The not seasonally adjusted index, which represents the change in tonnage actually hauled by the fleets before any seasonal adjustment, equaled 113.5 in August, up 3.2 percent from the previous month.
Compared with August 2009, SA tonnage climbed 2.9 percent, which was well below July’s 7.4 percent year-over-year gain. Year-to-date, tonnage is up 6.2 percent compared with the same period in 2009.
ATA Chief Economist Bob Costello said that August’s data highlights that the economy, while still growing, is slowing.
----Note on the impact of trucking company failures on the index: Each month, ATA asks its membership the amount of tonnage each carrier hauled, including all types of freight. The indexes are calculated based on those responses. The sample includes an array of trucking companies, ranging from small fleets to multi-billion dollar carriers. When a company in the sample fails, we include its final month of operation and zero it out for the following month, with the assumption that the remaining carriers pick up that freight. As a result, it is close to a net wash and does not end up in a false increase. Nevertheless, some carriers are picking up freight from failures, and it may have boosted the index. Due to our correction mentioned above, however, it should be limited.
Trucking serves as a barometer of the U.S. economy, representing 68 percent of tonnage carried by all modes of domestic freight transportation, including manufactured and retail goods.
http://www.truckline.com/pages/article.aspx?id=791%2F%7B8E1C7279-ED27-4C03-B189-CEEEE26BBB12%7D
Below, another explanation for the S&P 500 at 1150 in the face of an economy heading into a double dip. Thankfully it’s only fiat money, and there’s plenty more where that comes from.
"When paper money systems begin to crack at the seams, the run to gold could be explosive."
Harry Browne
‘Stealth QE’ in fact never ended
-----American QE1 officially ended last March, but between April 1st and 22nd July, the Fed's own stats show that it greased the New York markets by continuing to buy Wall St banking debts - to the tune of $130 billion during that four-month period. Over a year, given lighter trading in some summer months, that would be equivalent to a half-trillion dollar QE exercise. QE1 contained $1 trillion worth of expiration purchases - so in real terms, a secret arrangement has continued QE at a roughly 50% level. The mini bail-outs ended in August - by which time the White House team had already decided on some form of QE2 anyway - details of which The Slog covered yesterday.
What makes the allegations especially damning is that ALL the big Federal Treasury bank payments were made during weeks when loss-making options were due to expire. Thus the major banks had most of their trading mistakes settled....the price for this action being that the monies must go back into stock purchases. This they duly did - creating the rally that never was. Effectively, investors who became bullish during that time have been cheated by the US Government....a scam the taxpayers underwrote without any knowledge of it.
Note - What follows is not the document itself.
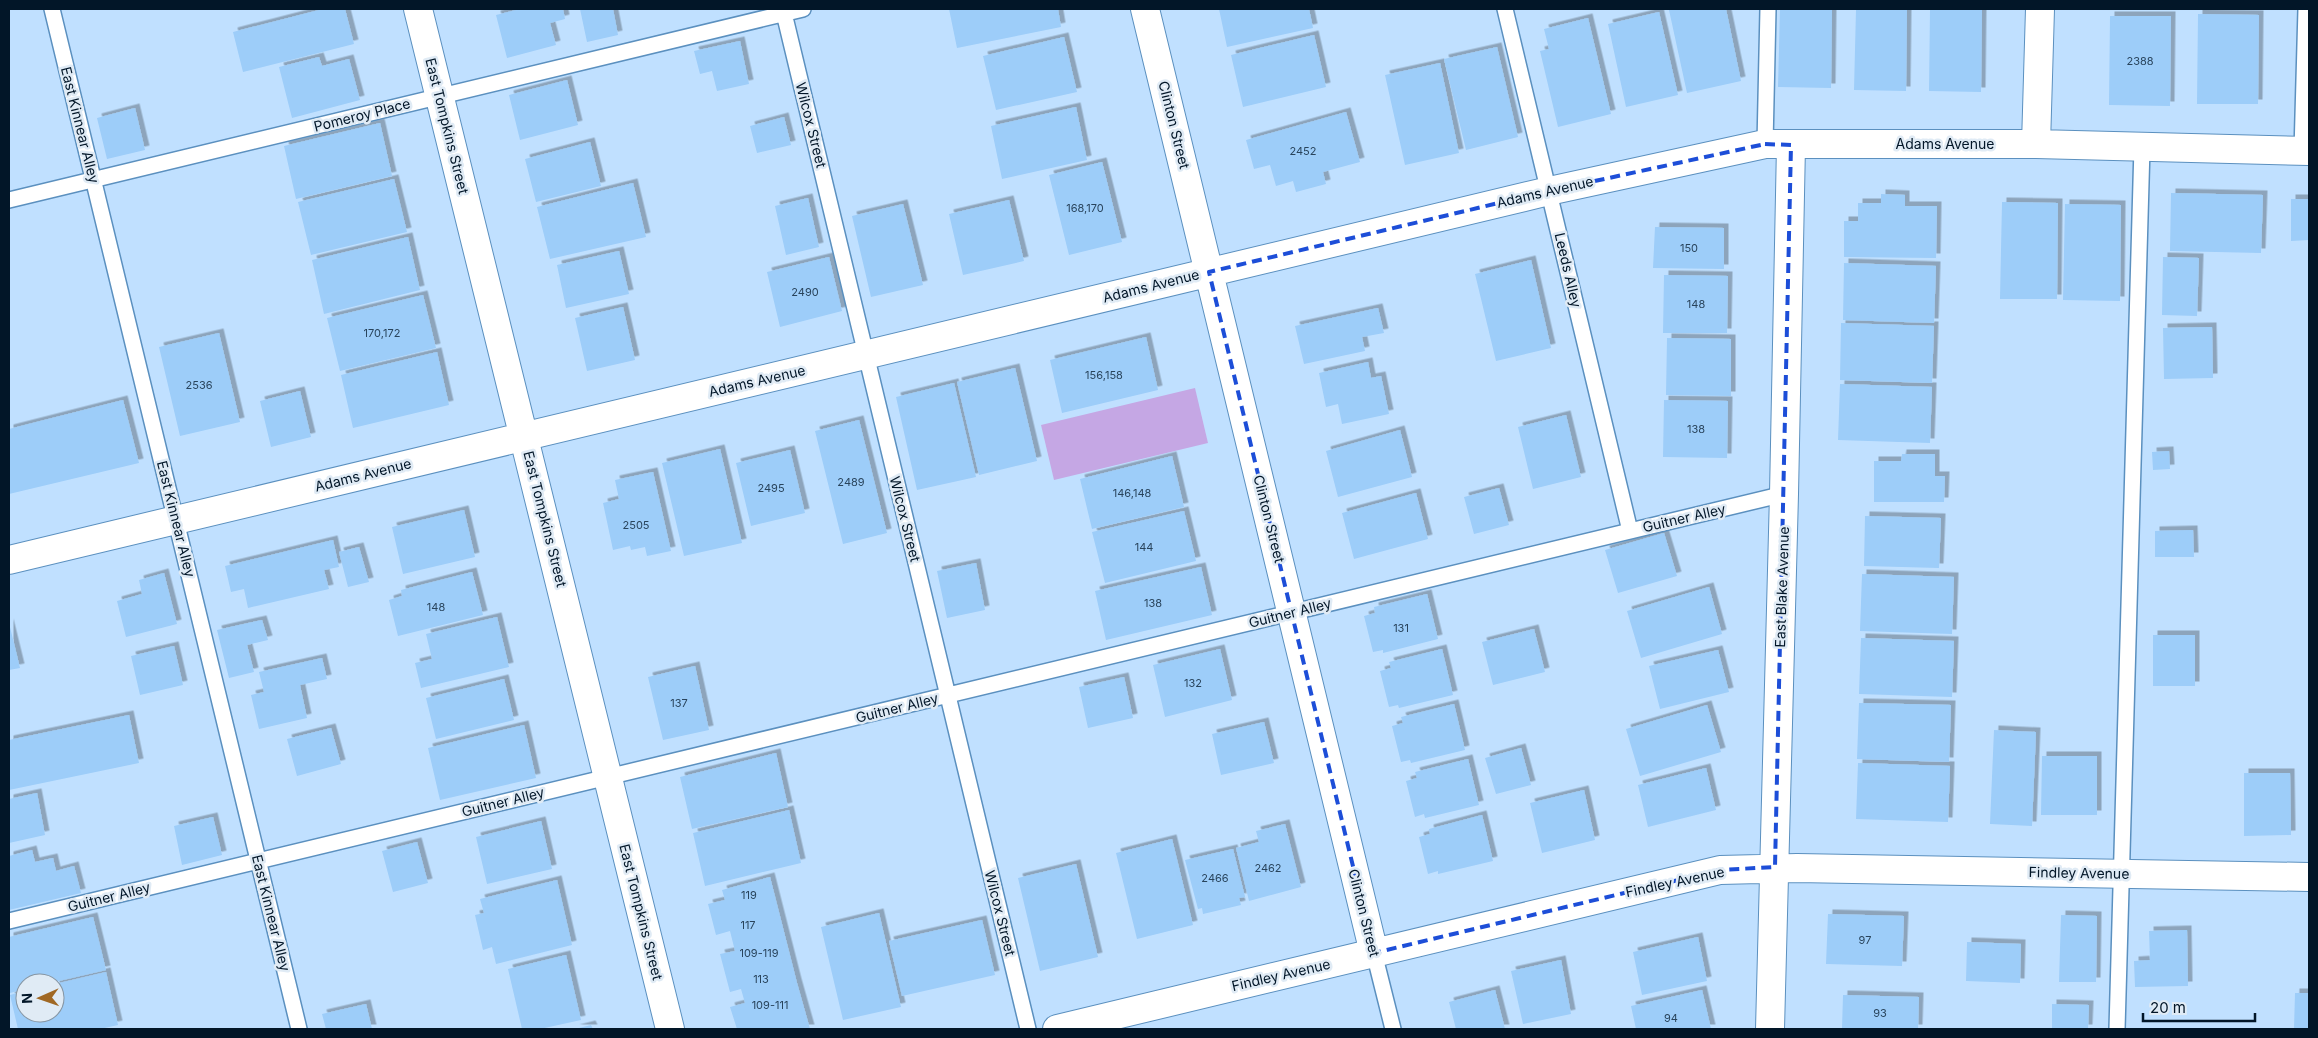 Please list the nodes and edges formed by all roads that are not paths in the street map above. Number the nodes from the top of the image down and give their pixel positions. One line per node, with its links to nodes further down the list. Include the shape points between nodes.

While firms such as Goldman Sachs, Credit Suisse, J P Morgan and BoA were paying their staff vast bonuses, ordinary Americans were struggling to avoid foreclosure - but unwittingly ensuring the payment of those bonuses. The banks simply couldn't lose.
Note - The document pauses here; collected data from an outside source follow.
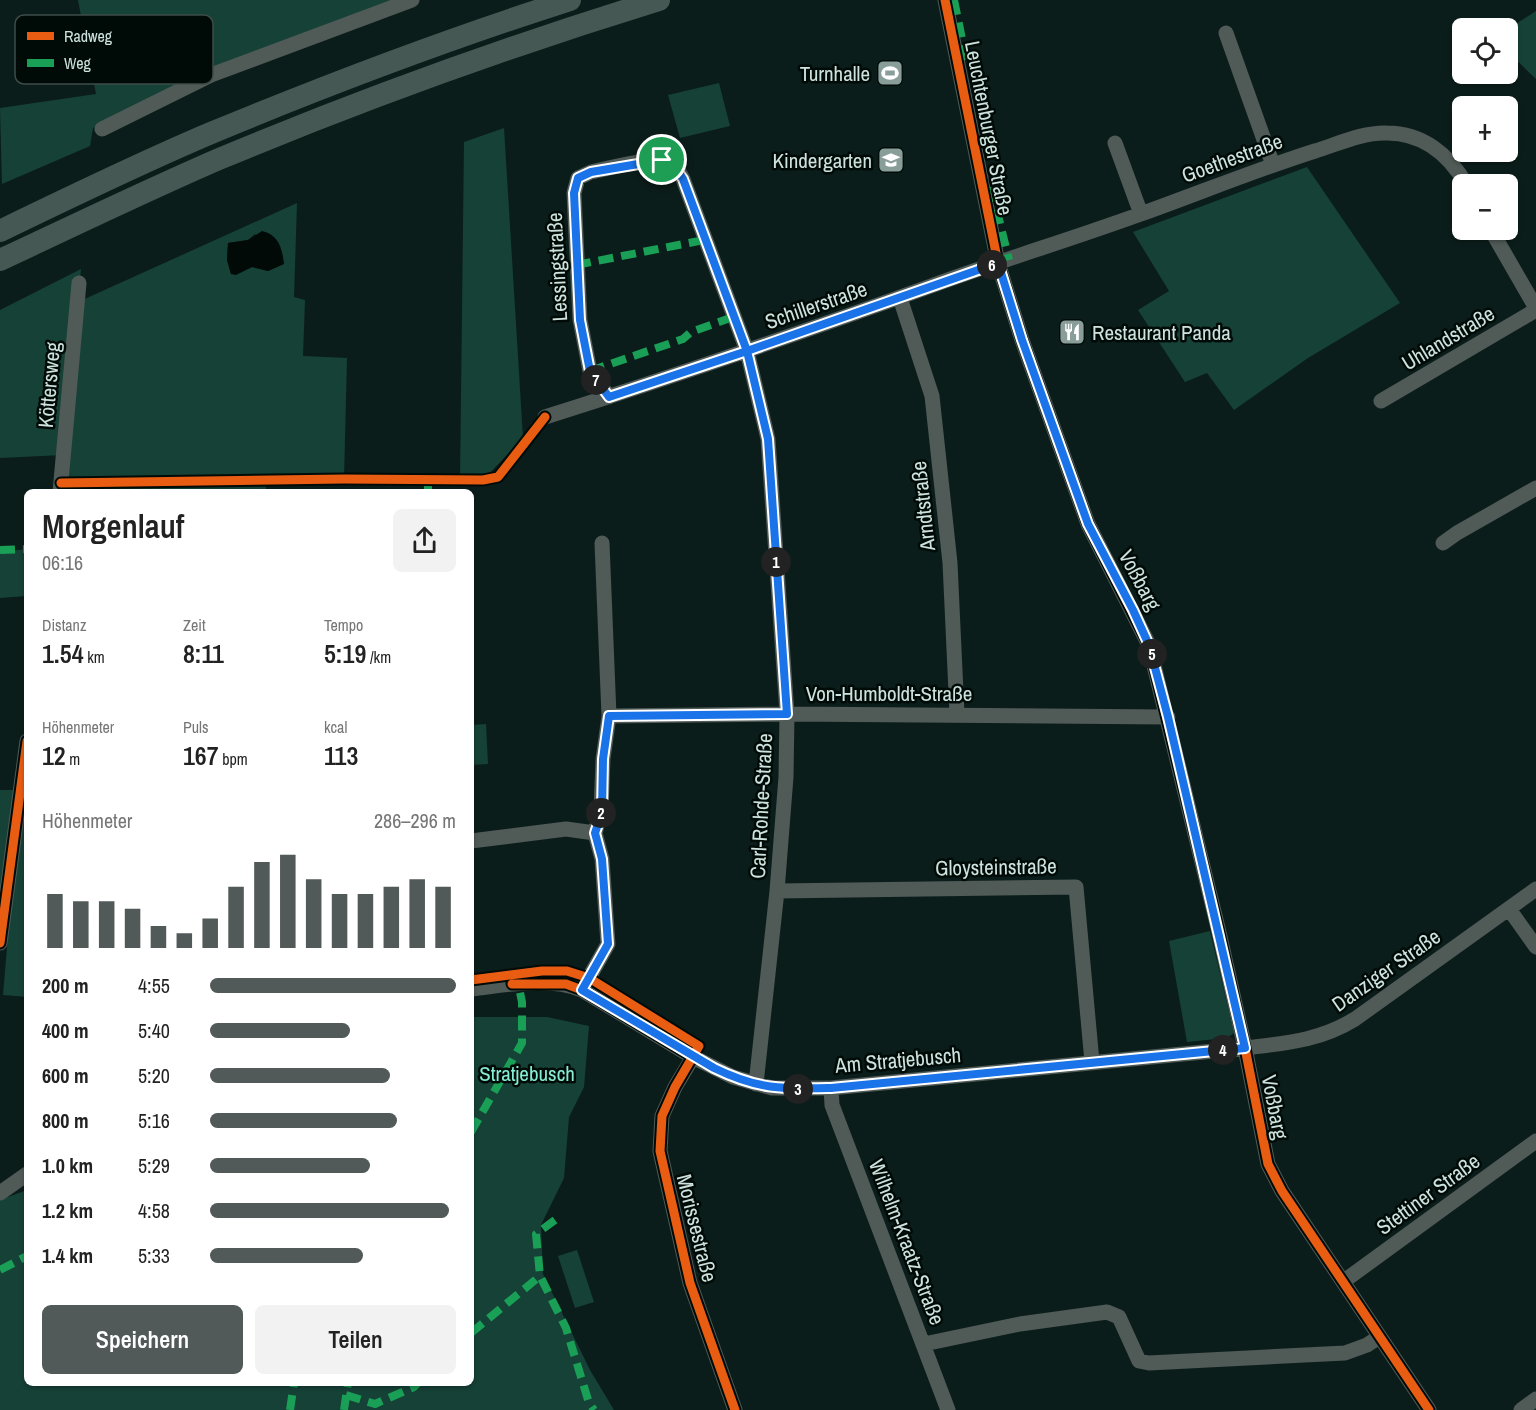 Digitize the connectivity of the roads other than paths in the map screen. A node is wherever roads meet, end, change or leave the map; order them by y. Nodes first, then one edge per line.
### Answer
1 (412, 0) edge
2 (570, 0) edge
3 (659, 0) edge
4 (945, 0) edge
5 (1226, 33) dead end
6 (213, 74) edge
7 (193, 84) edge
8 (102, 129) dead end
9 (1115, 142) dead end
10 (1273, 165) junction
11 (1460, 174) edge
12 (1141, 214) junction
13 (0, 231) edge
14 (1497, 240) edge
15 (0, 260) edge
16 (998, 263) junction
17 (79, 283) dead end
18 (900, 298) junction
19 (1536, 309) edge
20 (747, 351) junction
21 (609, 397) junction
22 (1381, 401) dead end
23 (545, 417) dead end
24 (1536, 488) edge
25 (60, 489) edge
26 (602, 543) dead end
27 (1443, 543) dead end
28 (787, 714) junction
29 (957, 714) junction
30 (609, 716) junction
31 (1168, 717) junction
32 (24, 763) edge
33 (595, 833) junction
34 (474, 840) edge
35 (1536, 890) edge
36 (777, 891) junction
37 (1509, 909) junction
38 (0, 943) edge
39 (1536, 947) edge
40 (474, 989) edge
41 (582, 990) junction
42 (1245, 1048) junction
43 (693, 1057) junction
44 (1092, 1062) junction
45 (756, 1084) junction
46 (831, 1088) junction
47 (1536, 1141) edge
48 (24, 1176) edge
49 (0, 1193) edge
50 (1344, 1281) junction
51 (1379, 1337) junction
52 (924, 1344) junction
53 (1536, 1399) edge
54 (735, 1410) edge
55 (948, 1410) edge
56 (1430, 1410) edge
57 (1521, 1410) edge

1 - 6 street
2 - 13 highway
3 - 15 highway
4 - 16 street, Leuchtenburger Straße
5 - 10 street
7 - 8 street
9 - 12 street
10 - 11 street, Goethestraße
10 - 12 street, Goethestraße
12 - 16 street, Goethestraße
14 - 19 street
16 - 18 street, Schillerstraße
16 - 31 street, Voßbarg
17 - 25 street, Köttersweg
18 - 20 street, Schillerstraße
18 - 29 street, Arndtstraße
19 - 22 street, Uhlandstraße
20 - 21 street, Schillerstraße
20 - 21 street, Lessingstraße
20 - 28 street, Carl-Rohde-Straße
21 - 23 street, Schillerstraße
24 - 27 street
26 - 30 street
28 - 29 street, Von-Humboldt-Straße
28 - 30 street, Von-Humboldt-Straße
28 - 36 street, Carl-Rohde-Straße
29 - 31 street, Von-Humboldt-Straße
30 - 33 street
31 - 42 street, Voßbarg
32 - 38 street
33 - 34 street
33 - 41 street
35 - 37 street, Danziger Straße
36 - 44 street, Gloysteinstraße
36 - 45 street, Carl-Rohde-Straße
37 - 39 street
37 - 42 street, Danziger Straße
40 - 41 street, Am Stratjebusch
41 - 43 street, Am Stratjebusch
42 - 44 street, Am Stratjebusch
42 - 50 street, Voßbarg
43 - 45 street, Am Stratjebusch
43 - 54 street, Morissestraße
44 - 46 street, Am Stratjebusch
45 - 46 street, Am Stratjebusch
46 - 52 street, Wilhelm-Kraatz-Straße
47 - 50 street, Stettiner Straße
48 - 49 street
50 - 51 street, Voßbarg
51 - 52 street
51 - 56 street, Voßbarg
52 - 55 street, Wilhelm-Kraatz-Straße
53 - 57 street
Now, however, Slog sources in the US insist that Ben Bernanke's secret slush-fund operation started up again last week, when some $15-20 billion were again 'given' to the primary banks.
"It's a sweet deal," an informant told us, "in that just like with the banks buying low-cost US securities, everyone wins. The Feds clear all the debts and the Banks keep buying the stocks."
http://nbyslog.blogspot.com/2010/09/revealed-how-bernanke-propped-up-stock.html
Now back to the currency wars.
"We need only take our heads out of the sand to see clearly that interventionism not only has failed to provide the promised something-for-nothing, but has led to all sorts of undesirable consequences. Indeed, many are just beginning to realize that we are moving towards disaster even though we have been on a wrong heading for decades."
Leonard Read
Capital controls eyed as global currency wars escalate
Stimulus leaking out of the West's stagnant economies is flooding into emerging markets, playing havoc with their currencies and economies
By Ambrose Evans-Pritchard Published: 6:00AM BST 29 Sep 2010
Brazil, Mexico, Peru, Colombia, Korea, Taiwan, South Africa, Russia and even Poland are either intervening directly in the exchange markets to prevent their currencies rising too far, or examining what options they have to stem disruptive inflows.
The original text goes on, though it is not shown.